I was losing respect for everyone because they would tell me that would handle it, and never would. This person was getting away with everything, and those like me, even though a hard worker and got along with everyone was being viewed as a potential trouble-maker.

I guess it was my line of innocent question at the team building exercise that led one manger to believe that I complained to much, and without even a warning, I guess it was decided behind closed doors that I would be 'let go' (not fired) in order to restore peace.

I have to say, I was very hurt and troubled about this. In one way, I am a happier person today because I don't have to interact with that person anymore, but I am very disapointed in those I though were my friends and could not have told me the truth or warned me.

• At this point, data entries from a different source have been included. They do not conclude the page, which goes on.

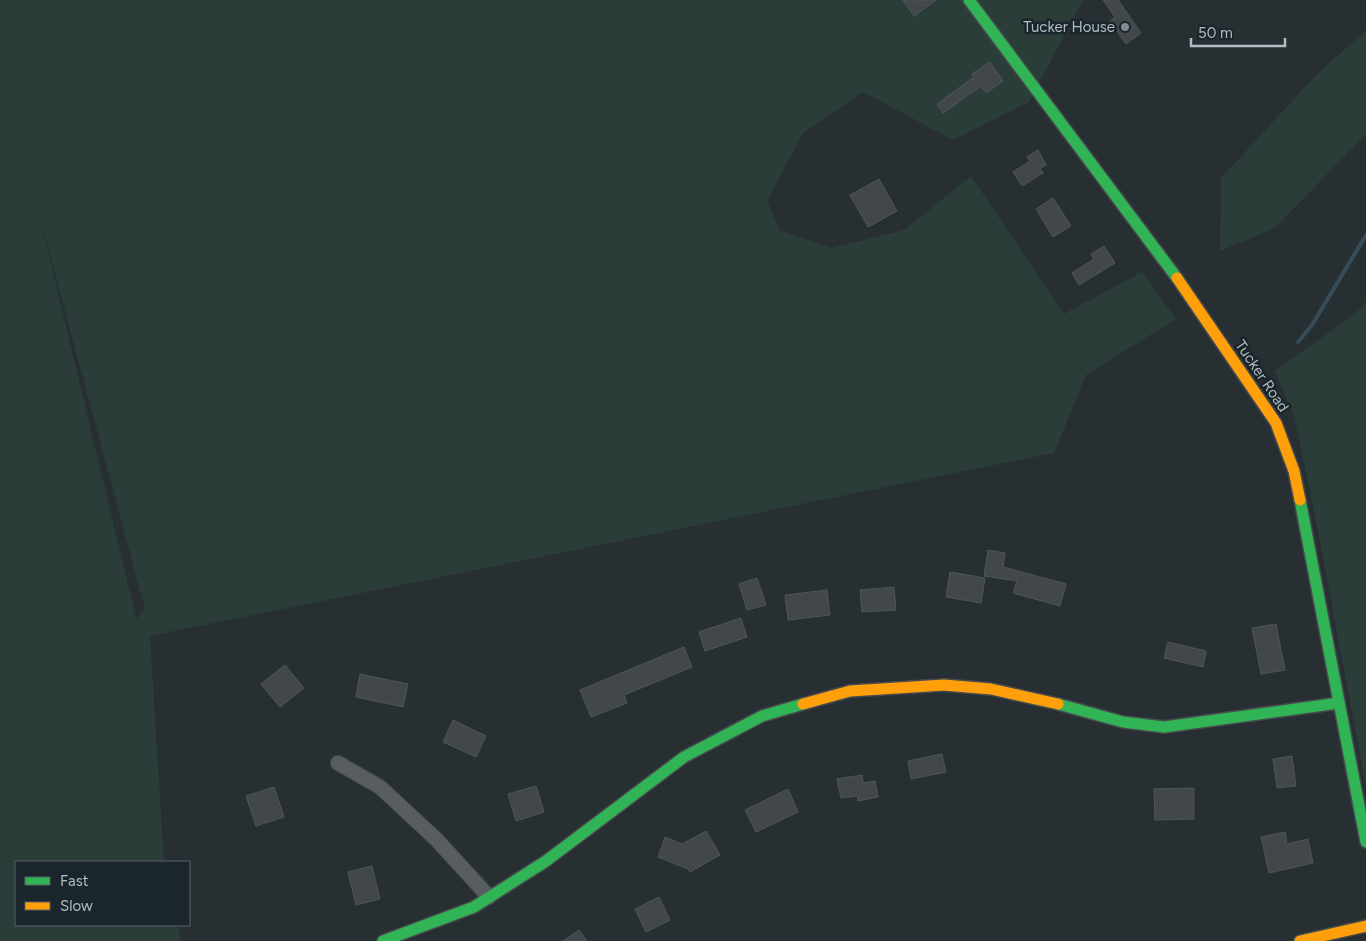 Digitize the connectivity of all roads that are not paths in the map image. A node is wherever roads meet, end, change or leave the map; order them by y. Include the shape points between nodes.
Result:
1 (969, 0) edge
2 (1339, 703) junction
3 (338, 762) dead end
4 (1366, 842) edge
5 (489, 897) junction
6 (1366, 926) edge
7 (383, 941) edge
8 (1300, 941) edge

1 - 2 street, Tucker Road via 1155,246 1276,423 1294,471
2 - 4 street, Tucker Road
2 - 5 street via 1164,727 1123,722 1040,698 991,689 944,685 850,691 762,716 684,757 546,861
3 - 5 street via 380,787 437,840
5 - 7 street via 474,907
6 - 8 street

That happened a few months ago and I thought I was over it. But that little tidbit of information last night brought back all that anger and frustration I had been asking God to remove from my heart and mind. In the end, I had to fall very hard before God picked me back up. And while he did indeed pick me back up, I do not feel 100% restored. I made certain sacrafices in my life, not all of them I care for, but it has opened my eyes to how indifferent I was towards those I felt who were unjust to me.

Today I am a contractor, I no longer have a guaranteed job, and a lot can change on a week to week basis, though I am thankful that God is providing. I make less money today than I did before, but maybe God is trying to point out to me there is more to life like health and hapiness than there is to money. Today I continue to pray for forgiveness and love for those I do not care for, but last night proved to me I still carry bitterness in my heart.

It has been a great test, one of emotion and strife, and I'm still not sure if I passed or not.

How can I enter the kingdom of heaven with this cancer of dislike, distrust, and ill-will on my heart.